╭──

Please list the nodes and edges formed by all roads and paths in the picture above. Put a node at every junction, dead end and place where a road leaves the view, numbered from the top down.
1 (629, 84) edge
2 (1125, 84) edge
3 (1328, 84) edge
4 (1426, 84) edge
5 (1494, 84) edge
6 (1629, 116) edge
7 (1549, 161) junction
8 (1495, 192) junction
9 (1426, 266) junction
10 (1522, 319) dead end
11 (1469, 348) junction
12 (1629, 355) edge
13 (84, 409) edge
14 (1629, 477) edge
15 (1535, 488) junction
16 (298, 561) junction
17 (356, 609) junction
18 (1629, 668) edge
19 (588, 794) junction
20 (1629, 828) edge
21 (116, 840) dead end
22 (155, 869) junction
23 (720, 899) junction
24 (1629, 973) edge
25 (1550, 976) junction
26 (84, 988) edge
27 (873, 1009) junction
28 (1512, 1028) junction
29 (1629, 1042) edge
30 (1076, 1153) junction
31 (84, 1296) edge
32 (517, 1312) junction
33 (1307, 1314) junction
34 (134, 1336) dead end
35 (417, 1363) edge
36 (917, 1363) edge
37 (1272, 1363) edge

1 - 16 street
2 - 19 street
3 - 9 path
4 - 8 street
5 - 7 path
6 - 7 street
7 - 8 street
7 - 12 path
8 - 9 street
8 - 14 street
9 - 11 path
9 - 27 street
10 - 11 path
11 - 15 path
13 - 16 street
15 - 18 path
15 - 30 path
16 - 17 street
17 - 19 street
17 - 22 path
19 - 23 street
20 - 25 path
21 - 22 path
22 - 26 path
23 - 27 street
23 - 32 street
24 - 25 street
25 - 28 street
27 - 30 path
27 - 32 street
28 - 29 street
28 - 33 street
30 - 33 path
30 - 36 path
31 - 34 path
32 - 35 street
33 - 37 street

╰──

The entries above, copied exactly, form the whole answer.

Please list the nodes and edges formed by all roads and paths in the picture above. Put a node at every junction, dead end and place where a road leaves the view, numbered from the top down.
1 (629, 84) edge
2 (1125, 84) edge
3 (1328, 84) edge
4 (1426, 84) edge
5 (1494, 84) edge
6 (1629, 116) edge
7 (1549, 161) junction
8 (1495, 192) junction
9 (1426, 266) junction
10 (1522, 319) dead end
11 (1469, 348) junction
12 (1629, 355) edge
13 (84, 409) edge
14 (1629, 477) edge
15 (1535, 488) junction
16 (298, 561) junction
17 (356, 609) junction
18 (1629, 668) edge
19 (588, 794) junction
20 (1629, 828) edge
21 (116, 840) dead end
22 (155, 869) junction
23 (720, 899) junction
24 (1629, 973) edge
25 (1550, 976) junction
26 (84, 988) edge
27 (873, 1009) junction
28 (1512, 1028) junction
29 (1629, 1042) edge
30 (1076, 1153) junction
31 (84, 1296) edge
32 (517, 1312) junction
33 (1307, 1314) junction
34 (134, 1336) dead end
35 (417, 1363) edge
36 (917, 1363) edge
37 (1272, 1363) edge

1 - 16 street
2 - 19 street
3 - 9 path
4 - 8 street
5 - 7 path
6 - 7 street
7 - 8 street
7 - 12 path
8 - 9 street
8 - 14 street
9 - 11 path
9 - 27 street
10 - 11 path
11 - 15 path
13 - 16 street
15 - 18 path
15 - 30 path
16 - 17 street
17 - 19 street
17 - 22 path
19 - 23 street
20 - 25 path
21 - 22 path
22 - 26 path
23 - 27 street
23 - 32 street
24 - 25 street
25 - 28 street
27 - 30 path
27 - 32 street
28 - 29 street
28 - 33 street
30 - 33 path
30 - 36 path
31 - 34 path
32 - 35 street
33 - 37 street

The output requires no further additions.